There is evidence to indicate the Big Bang may have resulted from another, earlier universe collapsing in on itself, rather than from expanding from a point on infinitely hot and dense material. Instead, the universe appears to be going through constant phases of expansion (as it is at present) and contraction in a never-ending cycle.

This theory of universe formation, known as the Big Bounce, was first proposed almost a century ago. However, until now scientists have not been able to explain how the universe could transition between a contracting state and an expanding one without leading to an infinite point, where the laws of physics break down and the universe is completely destroyed.

In a study published in the journal Physical Review Letters, researchers say quantum mechanics could allow for a collapsing universe to transition back to an expanding one – making the Big Bounce theory a possibility.

In the universe we see today, particles smaller than atoms behave in different ways to larger matter, meaning it is asymmetrical. Subatomic particles are governed by quantum mechanics, providing a different set of rules for their behaviour.

In the very early universe, however, this was not the case. Observations indicate that early on, the universe looked the same at all scales. And Steffen Gielen, from Imperial College London, and Neil Turok, from Canada's Perimeter Institute for Theoretical Physics, believe this is key to the Big Bounce.

big bang big bounce
Big Bounce could have happened, scientists sayIstock

The 'conformal symmetry' of the early universe indicates the same physical laws that governed the structure as a whole also worked on the extremely small scale. As a result, the early universe may have been governed entirely by quantum mechanics, the effects of which could prevent a collapsing universe from being completely destroyed at the end of a period of contraction.

In a mathematical model testing their theory, Gielen and Turok found quantum mechanics allowed the universe to bounce from a contracting universe to an expanding one, rather than emanating from an infinite point of broken physics.

Turok added: "The big surprise in our work is that we could describe the earliest moments of the hot Big Bang quantum mechanically, under very reasonable and minimal assumptions about the matter present in the universe.
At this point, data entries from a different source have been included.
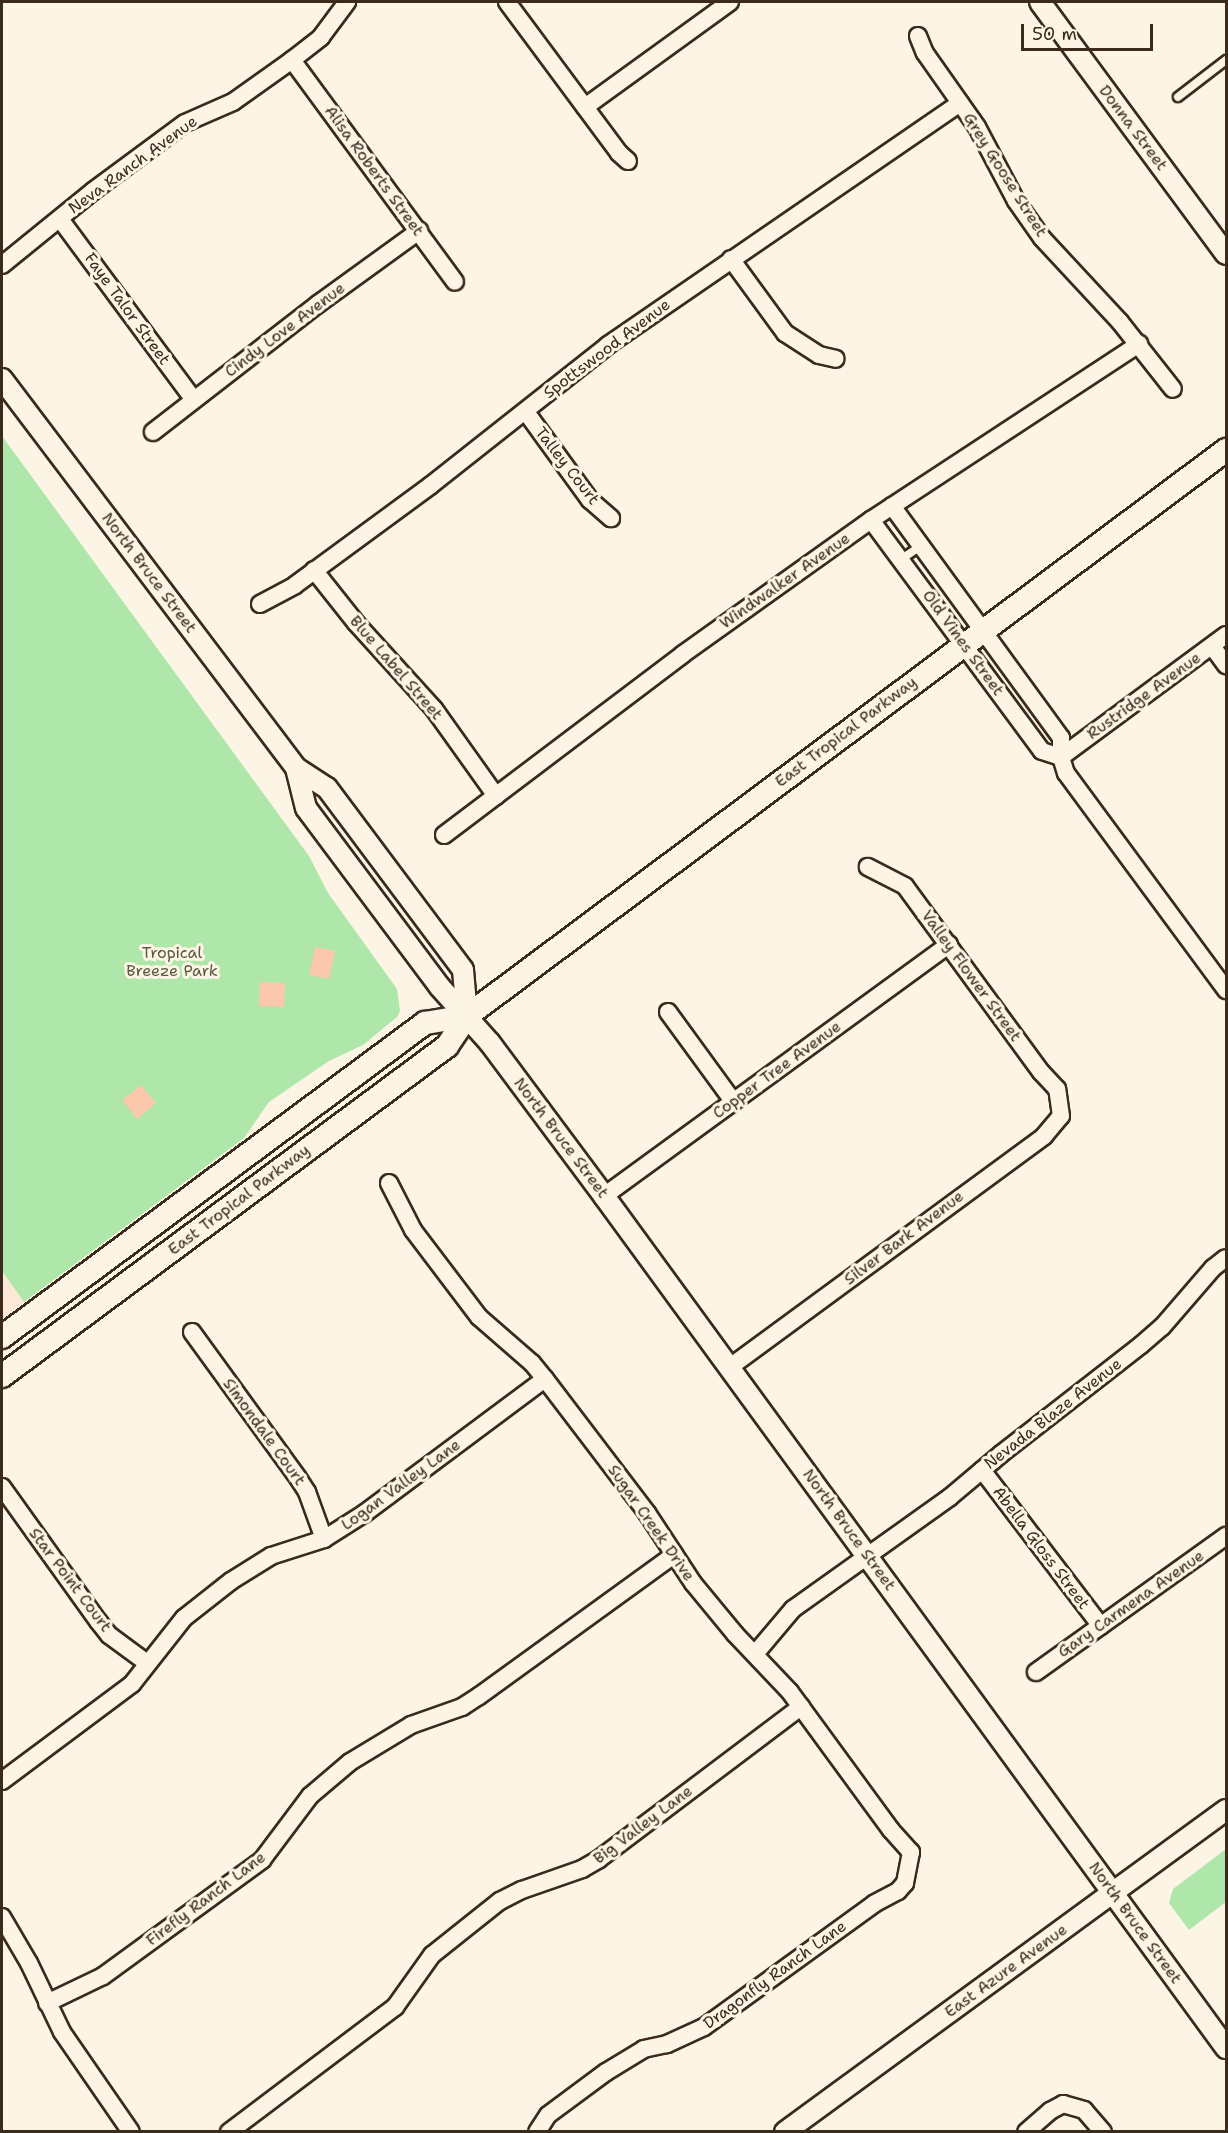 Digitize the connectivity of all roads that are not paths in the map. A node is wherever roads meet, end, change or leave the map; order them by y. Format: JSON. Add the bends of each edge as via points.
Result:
{"nodes":[{"id":1,"x":347,"y":2,"type":"edge"},
{"id":2,"x":507,"y":2,"type":"edge"},
{"id":3,"x":730,"y":2,"type":"edge"},
{"id":4,"x":1040,"y":2,"type":"edge"},
{"id":5,"x":918,"y":36,"type":"dead end"},
{"id":6,"x":292,"y":60,"type":"junction"},
{"id":7,"x":1227,"y":60,"type":"edge"},
{"id":8,"x":1178,"y":97,"type":"dead end"},
{"id":9,"x":960,"y":104,"type":"junction"},
{"id":10,"x":585,"y":107,"type":"junction"},
{"id":11,"x":628,"y":161,"type":"dead end"},
{"id":12,"x":60,"y":219,"type":"junction"},
{"id":13,"x":418,"y":231,"type":"junction"},
{"id":14,"x":1227,"y":254,"type":"edge"},
{"id":15,"x":731,"y":259,"type":"junction"},
{"id":16,"x":2,"y":265,"type":"edge"},
{"id":17,"x":455,"y":282,"type":"dead end"},
{"id":18,"x":1139,"y":344,"type":"junction"},
{"id":19,"x":836,"y":359,"type":"dead end"},
{"id":20,"x":2,"y":379,"type":"edge"},
{"id":21,"x":1173,"y":389,"type":"dead end"},
{"id":22,"x":193,"y":399,"type":"junction"},
{"id":23,"x":526,"y":412,"type":"junction"},
{"id":24,"x":153,"y":432,"type":"dead end"},
{"id":25,"x":1227,"y":450,"type":"edge"},
{"id":26,"x":891,"y":506,"type":"junction"},
{"id":27,"x":611,"y":518,"type":"dead end"},
{"id":28,"x":871,"y":520,"type":"junction"},
{"id":29,"x":921,"y":546,"type":"junction"},
{"id":30,"x":900,"y":560,"type":"junction"},
{"id":31,"x":314,"y":570,"type":"junction"},
{"id":32,"x":260,"y":604,"type":"dead end"},
{"id":33,"x":984,"y":629,"type":"junction"},
{"id":34,"x":1227,"y":635,"type":"edge"},
{"id":35,"x":963,"y":644,"type":"junction"},
{"id":36,"x":1212,"y":646,"type":"junction"},
{"id":37,"x":1227,"y":665,"type":"edge"},
{"id":38,"x":1024,"y":705,"type":"junction"},
{"id":39,"x":1061,"y":757,"type":"junction"},
{"id":40,"x":296,"y":768,"type":"junction"},
{"id":41,"x":496,"y":796,"type":"junction"},
{"id":42,"x":444,"y":835,"type":"dead end"},
{"id":43,"x":868,"y":867,"type":"dead end"},
{"id":44,"x":949,"y":944,"type":"junction"},
{"id":45,"x":1227,"y":990,"type":"edge"},
{"id":46,"x":668,"y":1012,"type":"dead end"},
{"id":47,"x":466,"y":1016,"type":"junction"},
{"id":48,"x":1061,"y":1100,"type":"joint"},
{"id":49,"x":733,"y":1101,"type":"junction"},
{"id":50,"x":389,"y":1183,"type":"dead end"},
{"id":51,"x":604,"y":1196,"type":"junction"},
{"id":52,"x":1227,"y":1258,"type":"edge"},
{"id":53,"x":192,"y":1332,"type":"dead end"},
{"id":54,"x":2,"y":1337,"type":"edge"},
{"id":55,"x":730,"y":1367,"type":"junction"},
{"id":56,"x":2,"y":1376,"type":"edge"},
{"id":57,"x":545,"y":1379,"type":"junction"},
{"id":58,"x":982,"y":1470,"type":"junction"},
{"id":59,"x":2,"y":1487,"type":"edge"},
{"id":60,"x":1227,"y":1536,"type":"edge"},
{"id":61,"x":324,"y":1539,"type":"junction"},
{"id":62,"x":674,"y":1555,"type":"junction"},
{"id":63,"x":868,"y":1557,"type":"junction"},
{"id":64,"x":1101,"y":1626,"type":"junction"},
{"id":65,"x":755,"y":1654,"type":"junction"},
{"id":66,"x":147,"y":1663,"type":"junction"},
{"id":67,"x":1036,"y":1672,"type":"dead end"},
{"id":68,"x":801,"y":1707,"type":"junction"},
{"id":69,"x":2,"y":1781,"type":"edge"},
{"id":70,"x":1227,"y":1810,"type":"edge"},
{"id":71,"x":910,"y":1864,"type":"joint"},
{"id":72,"x":1113,"y":1893,"type":"junction"},
{"id":73,"x":2,"y":1917,"type":"edge"},
{"id":74,"x":47,"y":2003,"type":"junction"},
{"id":75,"x":1227,"y":2048,"type":"edge"},
{"id":76,"x":131,"y":2132,"type":"edge"},
{"id":77,"x":229,"y":2132,"type":"edge"},
{"id":78,"x":537,"y":2132,"type":"edge"},
{"id":79,"x":785,"y":2132,"type":"edge"},
{"id":80,"x":1026,"y":2132,"type":"edge"},
{"id":81,"x":1103,"y":2132,"type":"edge"}],
"edges":[{"from":1,"to":6,"type":"street","name":"Neva Ranch Avenue","via":[[321,37]]},
{"from":2,"to":10,"type":"street"},
{"from":3,"to":10,"type":"street"},
{"from":4,"to":14,"type":"street","name":"Donna Street"},
{"from":5,"to":9,"type":"street","name":"Grey Goose Street"},
{"from":6,"to":12,"type":"street","name":"Neva Ranch Avenue","via":[[233,102],[185,123]]},
{"from":6,"to":13,"type":"street","name":"Alisa Roberts Street"},
{"from":7,"to":8,"type":"lane"},
{"from":9,"to":15,"type":"street","name":"Spottswood Avenue"},
{"from":9,"to":18,"type":"street","name":"Grey Goose Street","via":[[1042,238]]},
{"from":10,"to":11,"type":"street"},
{"from":12,"to":16,"type":"street","name":"Neva Ranch Avenue"},
{"from":12,"to":22,"type":"street","name":"Faye Talor Street"},
{"from":13,"to":17,"type":"street","name":"Alisa Roberts Street"},
{"from":13,"to":22,"type":"street","name":"Cindy Love Avenue"},
{"from":15,"to":19,"type":"street","via":[[785,333],[819,355]]},
{"from":15,"to":23,"type":"street","name":"Spottswood Avenue","via":[[608,345]]},
{"from":18,"to":21,"type":"street","name":"Grey Goose Street"},
{"from":18,"to":26,"type":"street","name":"Windwalker Avenue"},
{"from":20,"to":40,"type":"street","name":"North Bruce Street"},
{"from":22,"to":24,"type":"street","name":"Cindy Love Avenue"},
{"from":23,"to":27,"type":"street","name":"Talley Court","via":[[590,500]]},
{"from":23,"to":31,"type":"street","name":"Spottswood Avenue"},
{"from":25,"to":33,"type":"main road","name":"East Tropical Parkway"},
{"from":26,"to":28,"type":"street","name":"Windwalker Avenue"},
{"from":26,"to":29,"type":"street","name":"Old Vines Street"},
{"from":28,"to":30,"type":"street","name":"Old Vines Street"},
{"from":28,"to":41,"type":"street","name":"Windwalker Avenue","via":[[683,654]]},
{"from":29,"to":30,"type":"lane"},
{"from":29,"to":33,"type":"street","name":"Old Vines Street"},
{"from":30,"to":35,"type":"street","name":"Old Vines Street"},
{"from":31,"to":32,"type":"street","name":"Spottswood Avenue","via":[[274,599]]},
{"from":31,"to":41,"type":"street","name":"Blue Label Street","via":[[356,623],[428,701]]},
{"from":33,"to":35,"type":"main road","name":"East Tropical Parkway"},
{"from":33,"to":38,"type":"street","name":"Old Vines Street"},
{"from":34,"to":36,"type":"street","name":"Rustridge Avenue"},
{"from":35,"to":38,"type":"street","name":"Old Vines Street"},
{"from":35,"to":47,"type":"main road","name":"East Tropical Parkway"},
{"from":36,"to":37,"type":"street"},
{"from":36,"to":39,"type":"street","name":"Rustridge Avenue"},
{"from":38,"to":39,"type":"street","name":"Old Vines Street","via":[[1061,738]]},
{"from":38,"to":39,"type":"street","name":"Old Vines Street","via":[[1042,751]]},
{"from":39,"to":45,"type":"street","name":"Old Vines Street","via":[[1066,773]]},
{"from":40,"to":47,"type":"street","name":"North Bruce Street","via":[[306,808],[439,986]]},
{"from":40,"to":47,"type":"street","name":"North Bruce Street","via":[[327,788],[463,970]]},
{"from":41,"to":42,"type":"street","name":"Windwalker Avenue"},
{"from":43,"to":44,"type":"street","name":"Valley Flower Street","via":[[906,886]]},
{"from":44,"to":48,"type":"street","name":"Valley Flower Street","via":[[1057,1089]]},
{"from":44,"to":49,"type":"street","name":"Copper Tree Avenue"},
{"from":46,"to":49,"type":"street"},
{"from":47,"to":51,"type":"street","name":"North Bruce Street"},
{"from":47,"to":54,"type":"main road","name":"East Tropical Parkway","via":[[425,1023]]},
{"from":47,"to":56,"type":"main road","name":"East Tropical Parkway","via":[[447,1046]]},
{"from":48,"to":55,"type":"street","name":"Silver Bark Avenue","via":[[1061,1116],[1044,1136]]},
{"from":49,"to":51,"type":"street","name":"Copper Tree Avenue"},
{"from":50,"to":57,"type":"street","name":"Sugar Creek Drive","via":[[413,1230],[478,1317]]},
{"from":51,"to":55,"type":"street","name":"North Bruce Street"},
{"from":52,"to":58,"type":"street","name":"Nevada Blaze Avenue","via":[[1213,1268],[1162,1327]]},
{"from":53,"to":61,"type":"street","name":"Simondale Court","via":[[303,1485]]},
{"from":55,"to":63,"type":"street","name":"North Bruce Street"},
{"from":57,"to":61,"type":"street","name":"Logan Valley Lane"},
{"from":57,"to":62,"type":"street","name":"Sugar Creek Drive","via":[[647,1513]]},
{"from":58,"to":63,"type":"street","name":"Nevada Blaze Avenue"},
{"from":58,"to":64,"type":"street","name":"Abella Gloss Street"},
{"from":59,"to":66,"type":"street","name":"Star Point Court","via":[[109,1635]]},
{"from":60,"to":64,"type":"street","name":"Gary Carmena Avenue"},
{"from":61,"to":66,"type":"street","name":"Logan Valley Lane","via":[[250,1567],[184,1618]]},
{"from":62,"to":65,"type":"street","name":"Sugar Creek Drive","via":[[717,1613]]},
{"from":62,"to":74,"type":"street","name":"Firefly Ranch Lane","via":[[462,1707],[411,1725],[350,1761],[310,1796],[262,1860],[103,1976]]},
{"from":63,"to":65,"type":"street","name":"Nevada Blaze Avenue","via":[[793,1609]]},
{"from":63,"to":72,"type":"street","name":"North Bruce Street"},
{"from":64,"to":67,"type":"street","name":"Gary Carmena Avenue"},
{"from":65,"to":68,"type":"street","name":"Sugar Creek Drive"},
{"from":66,"to":69,"type":"street","name":"Logan Valley Lane","via":[[121,1694]]},
{"from":68,"to":71,"type":"street","name":"Sugar Creek Drive","via":[[911,1852]]},
{"from":68,"to":77,"type":"street","name":"Big Valley Lane","via":[[599,1859],[500,1901],[432,1955],[395,2007]]},
{"from":70,"to":72,"type":"street","name":"East Azure Avenue"},
{"from":71,"to":78,"type":"street","name":"Dragonfly Ranch Lane","via":[[905,1883],[889,1898],[874,1904],[704,2027],[667,2044],[644,2049],[621,2062],[548,2115]]},
{"from":72,"to":75,"type":"street","name":"North Bruce Street"},
{"from":72,"to":79,"type":"street","name":"East Azure Avenue"},
{"from":73,"to":74,"type":"street"},
{"from":74,"to":76,"type":"street","via":[[62,2032]]},
{"from":80,"to":81,"type":"street","via":[[1063,2104],[1077,2106]]}]}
Under these assumptions, the Big Bang was a 'bounce', in which contraction reversed to expansion."

Gielen added: "Quantum mechanics saves us when things break down. It saves electrons from falling in and destroying atoms, so maybe it could also save the early universe from such violent beginnings and endings as the Big Bang and Big Crunch. Our model's ability to give a possible solution to the problem of the Big Bang opens the way to new explanations for the formation of the universe."